WHAT NEEDS TO BE DONE = If a line in the entries below includes the string "paths", copy it out.

Dataset entries =

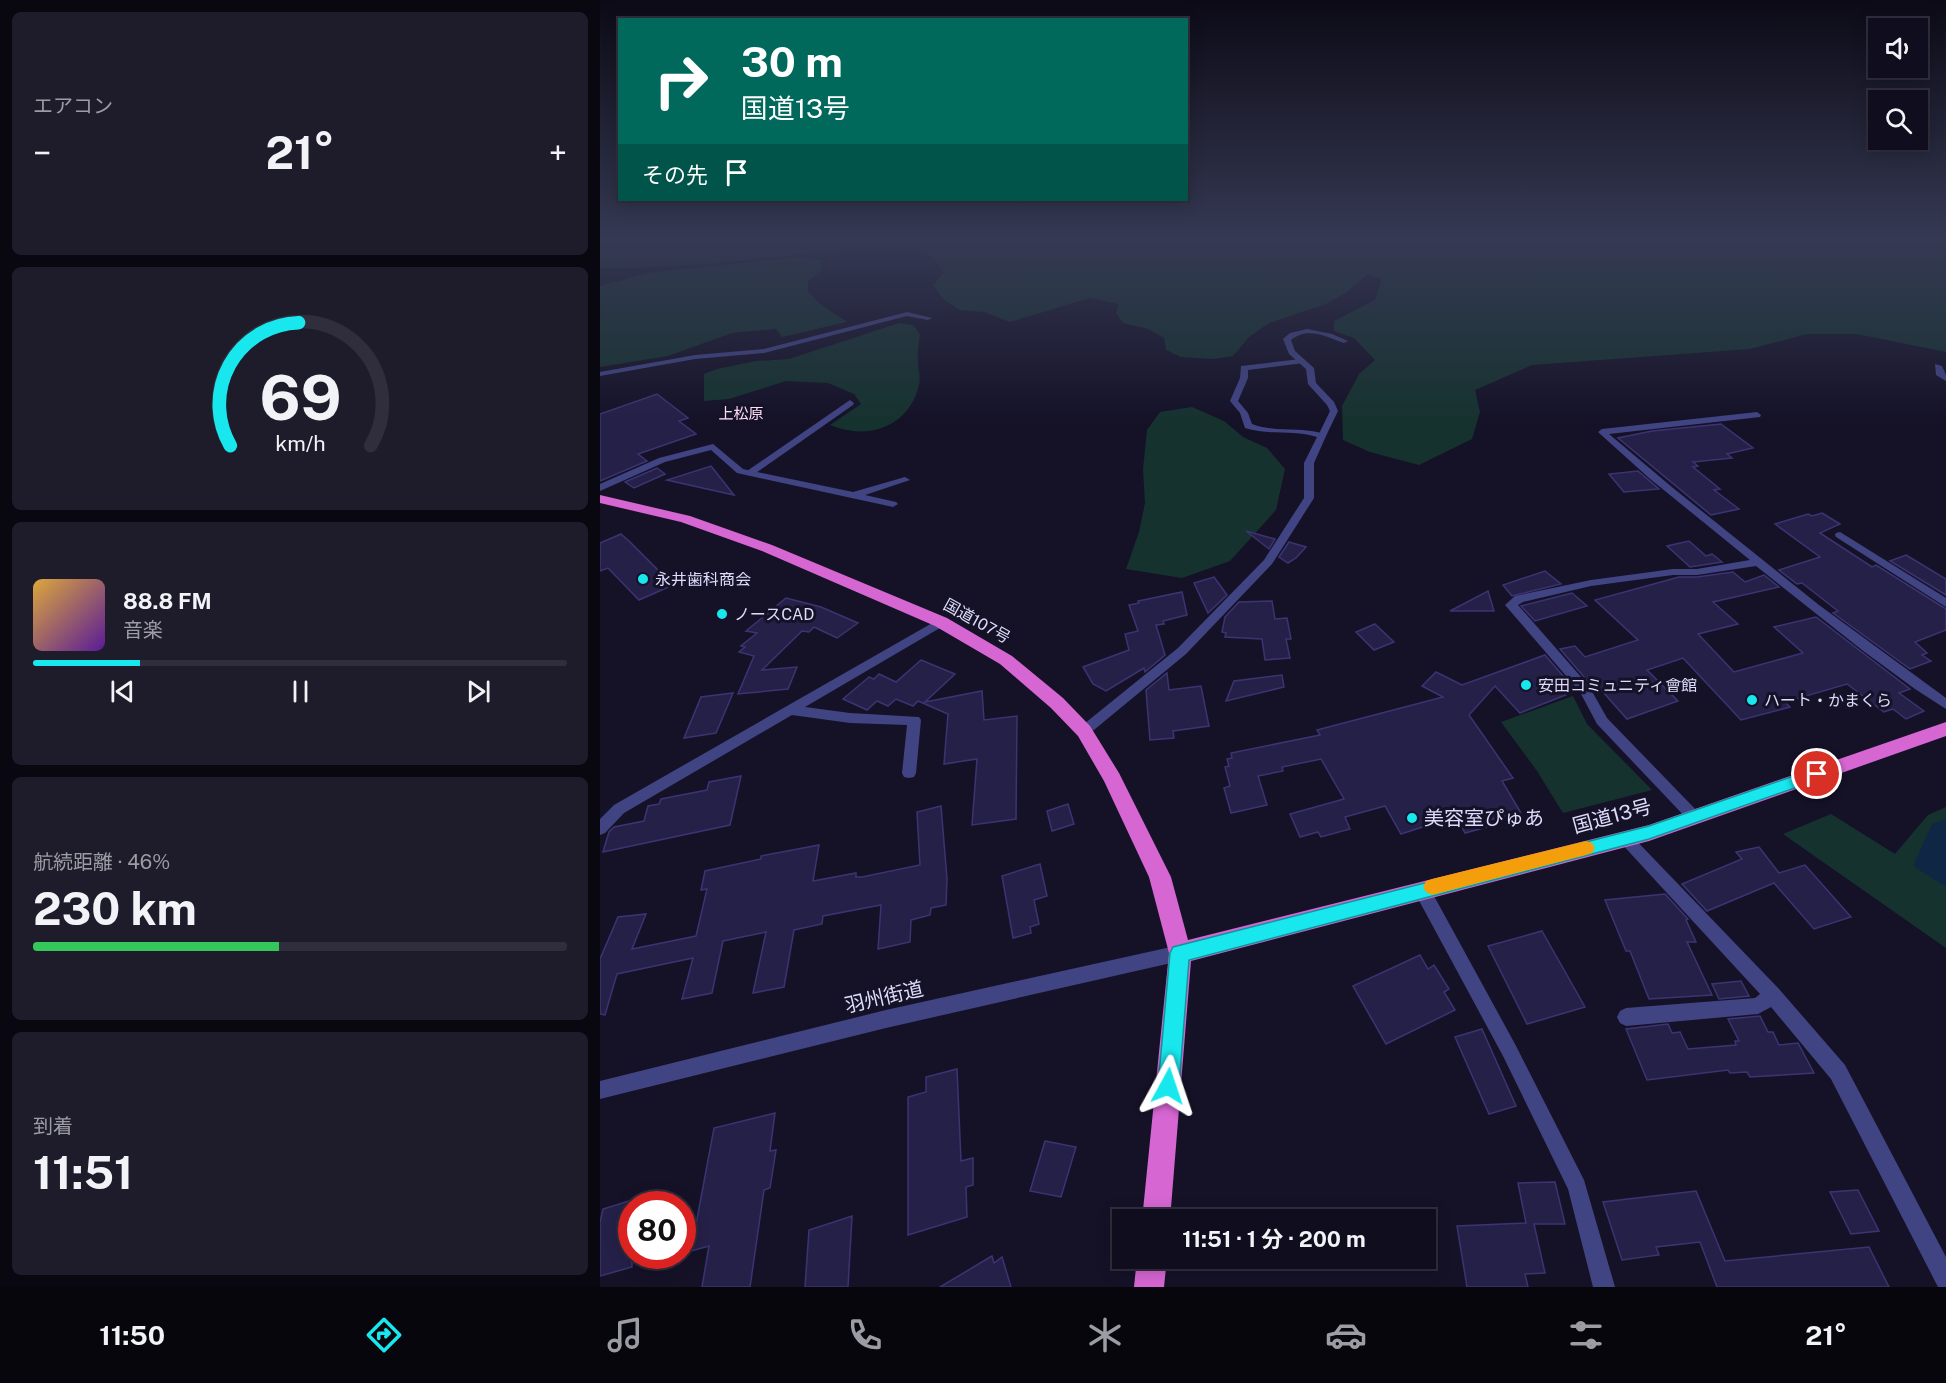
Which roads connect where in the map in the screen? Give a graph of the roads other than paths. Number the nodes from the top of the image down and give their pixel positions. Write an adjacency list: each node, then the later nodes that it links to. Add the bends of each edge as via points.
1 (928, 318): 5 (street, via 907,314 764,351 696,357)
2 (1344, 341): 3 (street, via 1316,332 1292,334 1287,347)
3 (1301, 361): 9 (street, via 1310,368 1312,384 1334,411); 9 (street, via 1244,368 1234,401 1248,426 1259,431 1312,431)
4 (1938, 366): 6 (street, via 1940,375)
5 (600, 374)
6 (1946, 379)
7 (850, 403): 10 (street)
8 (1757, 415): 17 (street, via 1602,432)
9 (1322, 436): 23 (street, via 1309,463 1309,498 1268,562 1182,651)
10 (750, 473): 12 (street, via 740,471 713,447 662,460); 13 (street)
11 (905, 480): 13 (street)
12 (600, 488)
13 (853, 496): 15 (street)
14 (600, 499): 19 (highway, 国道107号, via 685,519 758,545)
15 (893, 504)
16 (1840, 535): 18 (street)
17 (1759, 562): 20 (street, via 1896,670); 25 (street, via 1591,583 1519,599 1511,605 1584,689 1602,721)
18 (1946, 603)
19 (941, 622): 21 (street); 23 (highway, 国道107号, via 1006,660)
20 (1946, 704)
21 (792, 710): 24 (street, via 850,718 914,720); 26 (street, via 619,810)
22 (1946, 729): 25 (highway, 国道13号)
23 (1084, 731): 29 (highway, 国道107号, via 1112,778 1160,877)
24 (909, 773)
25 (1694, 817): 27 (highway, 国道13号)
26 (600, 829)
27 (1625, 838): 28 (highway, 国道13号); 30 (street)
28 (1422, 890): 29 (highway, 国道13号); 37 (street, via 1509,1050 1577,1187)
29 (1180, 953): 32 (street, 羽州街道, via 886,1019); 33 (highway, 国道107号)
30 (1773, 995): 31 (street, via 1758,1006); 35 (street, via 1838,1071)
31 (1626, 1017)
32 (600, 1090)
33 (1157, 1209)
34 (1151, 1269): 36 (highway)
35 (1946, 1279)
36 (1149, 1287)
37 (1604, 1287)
* * *
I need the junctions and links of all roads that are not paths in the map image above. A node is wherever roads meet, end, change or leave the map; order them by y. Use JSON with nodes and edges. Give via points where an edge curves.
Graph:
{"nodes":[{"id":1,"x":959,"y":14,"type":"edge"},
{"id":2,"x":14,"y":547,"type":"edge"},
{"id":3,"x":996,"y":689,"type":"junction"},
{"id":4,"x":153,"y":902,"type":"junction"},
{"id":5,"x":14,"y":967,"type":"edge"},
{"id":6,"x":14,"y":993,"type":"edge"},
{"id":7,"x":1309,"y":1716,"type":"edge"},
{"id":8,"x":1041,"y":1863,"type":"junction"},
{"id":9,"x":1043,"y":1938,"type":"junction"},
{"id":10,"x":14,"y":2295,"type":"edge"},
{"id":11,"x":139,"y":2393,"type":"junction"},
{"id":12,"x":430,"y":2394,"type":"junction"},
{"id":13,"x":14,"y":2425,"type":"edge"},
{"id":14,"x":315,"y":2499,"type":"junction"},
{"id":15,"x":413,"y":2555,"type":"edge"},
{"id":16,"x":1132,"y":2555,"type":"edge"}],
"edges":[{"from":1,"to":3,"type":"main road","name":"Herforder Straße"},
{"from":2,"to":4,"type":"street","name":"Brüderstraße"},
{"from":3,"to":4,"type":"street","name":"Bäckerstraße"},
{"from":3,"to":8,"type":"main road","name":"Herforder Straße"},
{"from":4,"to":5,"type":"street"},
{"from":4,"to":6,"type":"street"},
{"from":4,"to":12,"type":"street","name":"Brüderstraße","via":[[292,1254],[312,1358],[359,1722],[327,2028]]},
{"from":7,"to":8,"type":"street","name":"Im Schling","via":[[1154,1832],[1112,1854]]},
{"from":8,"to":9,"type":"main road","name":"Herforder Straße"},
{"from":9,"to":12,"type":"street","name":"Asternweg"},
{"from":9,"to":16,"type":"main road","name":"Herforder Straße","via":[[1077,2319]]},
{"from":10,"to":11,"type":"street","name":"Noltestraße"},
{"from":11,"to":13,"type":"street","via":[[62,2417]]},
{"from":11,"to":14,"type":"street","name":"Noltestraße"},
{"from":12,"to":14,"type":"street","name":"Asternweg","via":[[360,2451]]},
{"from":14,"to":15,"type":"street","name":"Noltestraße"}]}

TASK RESULT =
Which roads connect where in the map in the screen? Give a graph of the roads other than paths. Number the nodes from the top of the image down and give their pixel positions. Write an adjacency list: each node, then the later nodes that it links to. Add the bends of each edge as via points.
I need the junctions and links of all roads that are not paths in the map image above. A node is wherever roads meet, end, change or leave the map; order them by y. Use JSON with nodes and edges. Give via points where an edge curves.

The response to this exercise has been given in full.